Exercise objective:
Your response should be every line of the data, written out exactly.

Data shown:
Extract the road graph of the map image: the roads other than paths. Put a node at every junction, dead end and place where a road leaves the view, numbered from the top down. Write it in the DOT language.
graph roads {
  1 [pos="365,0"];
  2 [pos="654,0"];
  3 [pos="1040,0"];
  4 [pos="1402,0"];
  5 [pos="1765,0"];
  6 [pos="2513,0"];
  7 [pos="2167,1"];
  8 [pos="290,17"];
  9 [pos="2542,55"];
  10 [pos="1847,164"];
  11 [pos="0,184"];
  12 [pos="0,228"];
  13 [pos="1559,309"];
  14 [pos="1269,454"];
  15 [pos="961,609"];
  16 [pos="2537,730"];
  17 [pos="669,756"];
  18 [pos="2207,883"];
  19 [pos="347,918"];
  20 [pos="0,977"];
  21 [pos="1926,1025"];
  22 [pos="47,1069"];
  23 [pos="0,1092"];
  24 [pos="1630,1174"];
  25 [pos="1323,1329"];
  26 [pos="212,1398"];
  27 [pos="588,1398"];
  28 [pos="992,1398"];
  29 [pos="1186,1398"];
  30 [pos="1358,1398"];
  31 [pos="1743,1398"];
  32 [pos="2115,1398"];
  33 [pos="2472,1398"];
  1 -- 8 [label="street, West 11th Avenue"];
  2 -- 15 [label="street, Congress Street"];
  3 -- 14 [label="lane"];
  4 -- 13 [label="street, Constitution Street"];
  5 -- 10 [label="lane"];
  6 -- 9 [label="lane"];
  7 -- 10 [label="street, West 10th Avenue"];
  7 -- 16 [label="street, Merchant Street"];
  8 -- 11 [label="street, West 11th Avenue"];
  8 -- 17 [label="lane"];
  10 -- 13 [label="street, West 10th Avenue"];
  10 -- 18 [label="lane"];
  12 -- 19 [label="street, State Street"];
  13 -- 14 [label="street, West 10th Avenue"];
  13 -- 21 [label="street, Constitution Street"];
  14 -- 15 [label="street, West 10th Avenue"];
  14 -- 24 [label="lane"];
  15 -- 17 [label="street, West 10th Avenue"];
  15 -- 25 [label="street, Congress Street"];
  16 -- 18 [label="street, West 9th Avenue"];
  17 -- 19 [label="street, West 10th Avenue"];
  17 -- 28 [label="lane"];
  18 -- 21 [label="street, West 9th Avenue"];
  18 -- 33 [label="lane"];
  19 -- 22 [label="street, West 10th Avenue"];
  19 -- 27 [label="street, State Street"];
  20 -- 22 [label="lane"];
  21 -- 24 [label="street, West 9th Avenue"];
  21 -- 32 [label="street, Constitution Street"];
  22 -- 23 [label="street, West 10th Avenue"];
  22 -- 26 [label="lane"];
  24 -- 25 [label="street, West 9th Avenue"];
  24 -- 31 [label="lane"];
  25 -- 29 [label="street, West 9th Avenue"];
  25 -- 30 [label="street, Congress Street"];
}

Exercise output:
Extract the road graph of the map image: the roads other than paths. Put a node at every junction, dead end and place where a road leaves the view, numbered from the top down. Write it in the DOT language.
graph roads {
  1 [pos="365,0"];
  2 [pos="654,0"];
  3 [pos="1040,0"];
  4 [pos="1402,0"];
  5 [pos="1765,0"];
  6 [pos="2513,0"];
  7 [pos="2167,1"];
  8 [pos="290,17"];
  9 [pos="2542,55"];
  10 [pos="1847,164"];
  11 [pos="0,184"];
  12 [pos="0,228"];
  13 [pos="1559,309"];
  14 [pos="1269,454"];
  15 [pos="961,609"];
  16 [pos="2537,730"];
  17 [pos="669,756"];
  18 [pos="2207,883"];
  19 [pos="347,918"];
  20 [pos="0,977"];
  21 [pos="1926,1025"];
  22 [pos="47,1069"];
  23 [pos="0,1092"];
  24 [pos="1630,1174"];
  25 [pos="1323,1329"];
  26 [pos="212,1398"];
  27 [pos="588,1398"];
  28 [pos="992,1398"];
  29 [pos="1186,1398"];
  30 [pos="1358,1398"];
  31 [pos="1743,1398"];
  32 [pos="2115,1398"];
  33 [pos="2472,1398"];
  1 -- 8 [label="street, West 11th Avenue"];
  2 -- 15 [label="street, Congress Street"];
  3 -- 14 [label="lane"];
  4 -- 13 [label="street, Constitution Street"];
  5 -- 10 [label="lane"];
  6 -- 9 [label="lane"];
  7 -- 10 [label="street, West 10th Avenue"];
  7 -- 16 [label="street, Merchant Street"];
  8 -- 11 [label="street, West 11th Avenue"];
  8 -- 17 [label="lane"];
  10 -- 13 [label="street, West 10th Avenue"];
  10 -- 18 [label="lane"];
  12 -- 19 [label="street, State Street"];
  13 -- 14 [label="street, West 10th Avenue"];
  13 -- 21 [label="street, Constitution Street"];
  14 -- 15 [label="street, West 10th Avenue"];
  14 -- 24 [label="lane"];
  15 -- 17 [label="street, West 10th Avenue"];
  15 -- 25 [label="street, Congress Street"];
  16 -- 18 [label="street, West 9th Avenue"];
  17 -- 19 [label="street, West 10th Avenue"];
  17 -- 28 [label="lane"];
  18 -- 21 [label="street, West 9th Avenue"];
  18 -- 33 [label="lane"];
  19 -- 22 [label="street, West 10th Avenue"];
  19 -- 27 [label="street, State Street"];
  20 -- 22 [label="lane"];
  21 -- 24 [label="street, West 9th Avenue"];
  21 -- 32 [label="street, Constitution Street"];
  22 -- 23 [label="street, West 10th Avenue"];
  22 -- 26 [label="lane"];
  24 -- 25 [label="street, West 9th Avenue"];
  24 -- 31 [label="lane"];
  25 -- 29 [label="street, West 9th Avenue"];
  25 -- 30 [label="street, Congress Street"];
}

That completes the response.